The task>
Whenever the word "Include" turns up in a line below, that line should be copied.

Record extracts>
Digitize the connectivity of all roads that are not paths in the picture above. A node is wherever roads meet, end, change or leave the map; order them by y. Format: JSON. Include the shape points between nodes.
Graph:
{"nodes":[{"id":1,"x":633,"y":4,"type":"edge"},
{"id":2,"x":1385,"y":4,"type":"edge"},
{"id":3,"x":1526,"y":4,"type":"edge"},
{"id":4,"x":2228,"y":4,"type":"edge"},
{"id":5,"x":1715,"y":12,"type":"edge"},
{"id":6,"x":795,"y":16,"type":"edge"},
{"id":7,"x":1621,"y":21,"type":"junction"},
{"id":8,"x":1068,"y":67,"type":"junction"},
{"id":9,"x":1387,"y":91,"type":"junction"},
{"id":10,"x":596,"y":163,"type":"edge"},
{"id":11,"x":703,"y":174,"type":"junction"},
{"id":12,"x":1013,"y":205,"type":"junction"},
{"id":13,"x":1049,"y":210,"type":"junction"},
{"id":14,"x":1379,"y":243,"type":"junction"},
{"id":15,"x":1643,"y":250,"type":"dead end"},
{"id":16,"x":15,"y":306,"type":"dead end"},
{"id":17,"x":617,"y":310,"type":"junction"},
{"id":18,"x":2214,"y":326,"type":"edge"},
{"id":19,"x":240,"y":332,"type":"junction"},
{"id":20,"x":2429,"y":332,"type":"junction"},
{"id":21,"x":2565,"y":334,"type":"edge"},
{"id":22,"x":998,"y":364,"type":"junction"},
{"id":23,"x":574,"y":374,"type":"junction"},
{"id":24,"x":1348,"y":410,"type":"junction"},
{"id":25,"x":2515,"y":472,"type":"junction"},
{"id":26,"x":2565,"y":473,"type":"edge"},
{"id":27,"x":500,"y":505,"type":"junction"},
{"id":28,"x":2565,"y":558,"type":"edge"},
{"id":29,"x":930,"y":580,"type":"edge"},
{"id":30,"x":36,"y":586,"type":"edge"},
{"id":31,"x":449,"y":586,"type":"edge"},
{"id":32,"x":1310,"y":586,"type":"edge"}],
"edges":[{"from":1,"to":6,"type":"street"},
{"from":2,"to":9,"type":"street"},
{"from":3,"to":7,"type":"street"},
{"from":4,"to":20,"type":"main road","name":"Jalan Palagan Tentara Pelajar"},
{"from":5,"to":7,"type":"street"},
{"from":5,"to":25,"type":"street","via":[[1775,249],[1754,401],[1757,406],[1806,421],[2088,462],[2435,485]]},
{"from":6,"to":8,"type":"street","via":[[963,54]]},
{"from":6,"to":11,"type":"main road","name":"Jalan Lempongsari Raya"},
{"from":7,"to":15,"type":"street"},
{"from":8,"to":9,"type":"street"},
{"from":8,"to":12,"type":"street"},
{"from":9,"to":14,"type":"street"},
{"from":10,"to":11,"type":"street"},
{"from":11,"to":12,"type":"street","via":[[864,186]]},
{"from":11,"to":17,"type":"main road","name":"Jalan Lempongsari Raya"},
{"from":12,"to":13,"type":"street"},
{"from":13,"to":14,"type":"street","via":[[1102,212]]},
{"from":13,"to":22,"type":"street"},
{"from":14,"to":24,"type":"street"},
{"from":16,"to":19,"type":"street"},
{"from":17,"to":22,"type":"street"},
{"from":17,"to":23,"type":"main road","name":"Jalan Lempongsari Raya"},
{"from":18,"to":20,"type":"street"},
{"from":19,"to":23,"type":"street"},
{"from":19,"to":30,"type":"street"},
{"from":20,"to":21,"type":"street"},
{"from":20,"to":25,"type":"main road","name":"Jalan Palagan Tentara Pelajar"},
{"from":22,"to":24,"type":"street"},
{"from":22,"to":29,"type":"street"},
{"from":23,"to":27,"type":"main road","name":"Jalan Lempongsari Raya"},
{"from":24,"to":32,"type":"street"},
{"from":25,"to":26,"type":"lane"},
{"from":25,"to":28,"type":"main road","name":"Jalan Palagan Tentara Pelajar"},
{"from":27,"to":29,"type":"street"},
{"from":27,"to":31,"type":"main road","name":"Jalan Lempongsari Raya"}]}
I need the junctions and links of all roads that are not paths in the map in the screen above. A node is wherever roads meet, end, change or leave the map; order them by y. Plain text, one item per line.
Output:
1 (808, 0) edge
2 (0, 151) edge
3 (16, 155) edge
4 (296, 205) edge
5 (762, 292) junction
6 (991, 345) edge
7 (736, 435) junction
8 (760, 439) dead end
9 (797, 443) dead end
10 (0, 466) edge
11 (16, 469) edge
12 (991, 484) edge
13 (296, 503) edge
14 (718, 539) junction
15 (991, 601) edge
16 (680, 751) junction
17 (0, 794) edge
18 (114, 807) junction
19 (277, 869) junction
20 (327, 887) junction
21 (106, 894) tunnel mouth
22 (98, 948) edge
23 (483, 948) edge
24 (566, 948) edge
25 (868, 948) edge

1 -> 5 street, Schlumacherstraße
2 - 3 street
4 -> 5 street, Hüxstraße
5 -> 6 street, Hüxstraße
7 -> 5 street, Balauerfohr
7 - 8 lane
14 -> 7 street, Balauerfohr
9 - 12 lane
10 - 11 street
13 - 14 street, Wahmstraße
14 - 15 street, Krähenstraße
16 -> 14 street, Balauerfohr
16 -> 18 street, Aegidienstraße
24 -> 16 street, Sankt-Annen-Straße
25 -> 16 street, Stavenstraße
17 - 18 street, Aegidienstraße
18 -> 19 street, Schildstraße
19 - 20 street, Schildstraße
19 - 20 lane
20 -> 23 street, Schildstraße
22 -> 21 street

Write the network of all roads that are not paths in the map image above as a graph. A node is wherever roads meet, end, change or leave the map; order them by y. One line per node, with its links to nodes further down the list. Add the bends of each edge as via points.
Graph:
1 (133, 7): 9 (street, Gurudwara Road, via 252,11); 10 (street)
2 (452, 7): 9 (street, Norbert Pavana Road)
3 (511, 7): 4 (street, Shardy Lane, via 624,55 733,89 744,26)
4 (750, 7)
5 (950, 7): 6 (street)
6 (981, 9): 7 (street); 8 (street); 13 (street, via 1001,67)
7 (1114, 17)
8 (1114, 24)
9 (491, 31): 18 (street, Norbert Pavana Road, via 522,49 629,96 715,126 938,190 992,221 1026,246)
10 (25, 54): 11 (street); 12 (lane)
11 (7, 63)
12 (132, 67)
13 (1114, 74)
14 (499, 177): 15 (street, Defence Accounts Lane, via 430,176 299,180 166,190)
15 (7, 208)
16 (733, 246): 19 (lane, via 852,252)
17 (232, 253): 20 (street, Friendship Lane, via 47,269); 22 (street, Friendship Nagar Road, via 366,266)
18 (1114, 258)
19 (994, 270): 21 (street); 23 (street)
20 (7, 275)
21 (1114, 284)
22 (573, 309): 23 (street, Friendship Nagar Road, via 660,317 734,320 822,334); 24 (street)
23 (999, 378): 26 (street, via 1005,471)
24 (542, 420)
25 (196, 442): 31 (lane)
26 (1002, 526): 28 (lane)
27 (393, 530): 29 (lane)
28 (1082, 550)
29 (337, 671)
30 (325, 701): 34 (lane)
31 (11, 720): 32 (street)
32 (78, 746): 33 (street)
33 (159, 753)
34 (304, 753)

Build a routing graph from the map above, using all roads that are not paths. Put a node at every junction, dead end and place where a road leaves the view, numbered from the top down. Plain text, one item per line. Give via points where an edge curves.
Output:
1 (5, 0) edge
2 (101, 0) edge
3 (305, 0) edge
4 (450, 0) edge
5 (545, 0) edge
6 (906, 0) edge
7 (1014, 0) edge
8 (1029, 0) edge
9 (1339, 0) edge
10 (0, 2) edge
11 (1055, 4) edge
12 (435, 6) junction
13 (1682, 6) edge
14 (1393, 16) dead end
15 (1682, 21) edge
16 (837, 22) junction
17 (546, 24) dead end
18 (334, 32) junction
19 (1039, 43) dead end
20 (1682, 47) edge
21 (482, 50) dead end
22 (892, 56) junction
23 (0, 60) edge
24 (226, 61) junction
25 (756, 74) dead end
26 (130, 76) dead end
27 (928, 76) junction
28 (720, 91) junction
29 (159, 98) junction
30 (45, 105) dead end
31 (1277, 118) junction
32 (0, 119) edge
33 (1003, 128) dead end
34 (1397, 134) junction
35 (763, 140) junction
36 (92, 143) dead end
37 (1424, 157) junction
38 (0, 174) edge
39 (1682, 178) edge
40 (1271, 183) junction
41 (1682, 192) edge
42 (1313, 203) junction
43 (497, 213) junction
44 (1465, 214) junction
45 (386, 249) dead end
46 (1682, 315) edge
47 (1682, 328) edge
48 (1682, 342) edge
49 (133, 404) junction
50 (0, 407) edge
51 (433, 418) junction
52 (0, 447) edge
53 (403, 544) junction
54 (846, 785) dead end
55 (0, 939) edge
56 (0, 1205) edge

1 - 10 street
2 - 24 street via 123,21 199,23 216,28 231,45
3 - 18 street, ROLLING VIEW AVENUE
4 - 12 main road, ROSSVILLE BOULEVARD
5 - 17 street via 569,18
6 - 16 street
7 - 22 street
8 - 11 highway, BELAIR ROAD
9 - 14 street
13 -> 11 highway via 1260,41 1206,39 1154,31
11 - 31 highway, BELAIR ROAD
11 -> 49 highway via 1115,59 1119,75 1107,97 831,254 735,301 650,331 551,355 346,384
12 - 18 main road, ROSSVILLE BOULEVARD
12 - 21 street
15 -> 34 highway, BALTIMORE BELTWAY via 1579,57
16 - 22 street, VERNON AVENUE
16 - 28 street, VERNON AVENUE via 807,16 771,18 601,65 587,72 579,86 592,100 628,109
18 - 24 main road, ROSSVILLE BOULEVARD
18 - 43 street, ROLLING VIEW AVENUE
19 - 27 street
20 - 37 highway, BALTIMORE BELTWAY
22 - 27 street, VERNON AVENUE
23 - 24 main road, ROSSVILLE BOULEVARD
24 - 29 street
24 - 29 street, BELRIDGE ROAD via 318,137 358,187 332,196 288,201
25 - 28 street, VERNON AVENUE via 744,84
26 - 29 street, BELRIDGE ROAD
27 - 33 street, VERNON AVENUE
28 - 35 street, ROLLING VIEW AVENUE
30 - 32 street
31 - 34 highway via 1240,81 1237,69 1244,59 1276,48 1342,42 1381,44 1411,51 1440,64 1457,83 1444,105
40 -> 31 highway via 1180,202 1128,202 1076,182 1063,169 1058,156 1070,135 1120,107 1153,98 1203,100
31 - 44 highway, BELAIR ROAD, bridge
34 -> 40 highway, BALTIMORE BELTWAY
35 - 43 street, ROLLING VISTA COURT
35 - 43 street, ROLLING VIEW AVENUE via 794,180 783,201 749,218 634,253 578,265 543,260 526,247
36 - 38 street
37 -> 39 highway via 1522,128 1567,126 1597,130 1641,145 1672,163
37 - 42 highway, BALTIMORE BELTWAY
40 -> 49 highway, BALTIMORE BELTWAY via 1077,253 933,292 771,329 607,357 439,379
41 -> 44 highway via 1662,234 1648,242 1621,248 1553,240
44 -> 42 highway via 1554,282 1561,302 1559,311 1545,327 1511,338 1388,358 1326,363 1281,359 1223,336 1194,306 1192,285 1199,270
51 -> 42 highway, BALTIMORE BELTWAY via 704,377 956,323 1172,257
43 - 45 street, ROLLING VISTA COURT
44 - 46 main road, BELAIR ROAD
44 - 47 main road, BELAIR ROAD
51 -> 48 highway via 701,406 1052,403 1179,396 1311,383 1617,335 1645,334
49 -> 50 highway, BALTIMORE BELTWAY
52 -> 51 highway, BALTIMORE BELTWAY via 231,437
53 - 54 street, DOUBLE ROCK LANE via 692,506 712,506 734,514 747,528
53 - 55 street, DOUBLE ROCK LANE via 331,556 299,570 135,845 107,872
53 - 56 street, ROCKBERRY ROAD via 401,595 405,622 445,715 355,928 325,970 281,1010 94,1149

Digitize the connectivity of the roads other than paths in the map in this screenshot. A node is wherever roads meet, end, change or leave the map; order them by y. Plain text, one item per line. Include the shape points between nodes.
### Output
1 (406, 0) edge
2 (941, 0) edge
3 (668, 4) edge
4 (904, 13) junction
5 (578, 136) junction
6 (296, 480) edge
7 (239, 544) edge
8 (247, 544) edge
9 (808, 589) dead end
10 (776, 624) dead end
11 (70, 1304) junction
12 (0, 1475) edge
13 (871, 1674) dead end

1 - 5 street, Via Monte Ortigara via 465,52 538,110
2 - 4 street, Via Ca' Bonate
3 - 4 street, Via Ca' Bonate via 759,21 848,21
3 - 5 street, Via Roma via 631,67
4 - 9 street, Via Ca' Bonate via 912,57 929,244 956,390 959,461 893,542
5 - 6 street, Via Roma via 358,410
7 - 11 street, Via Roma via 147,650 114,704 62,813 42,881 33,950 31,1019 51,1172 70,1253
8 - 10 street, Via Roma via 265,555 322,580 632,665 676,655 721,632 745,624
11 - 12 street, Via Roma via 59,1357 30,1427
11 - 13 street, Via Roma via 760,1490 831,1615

Output for this exercise>
Digitize the connectivity of all roads that are not paths in the picture above. A node is wherever roads meet, end, change or leave the map; order them by y. Format: JSON. Include the shape points between nodes.
Digitize the connectivity of the roads other than paths in the map in this screenshot. A node is wherever roads meet, end, change or leave the map; order them by y. Plain text, one item per line. Include the shape points between nodes.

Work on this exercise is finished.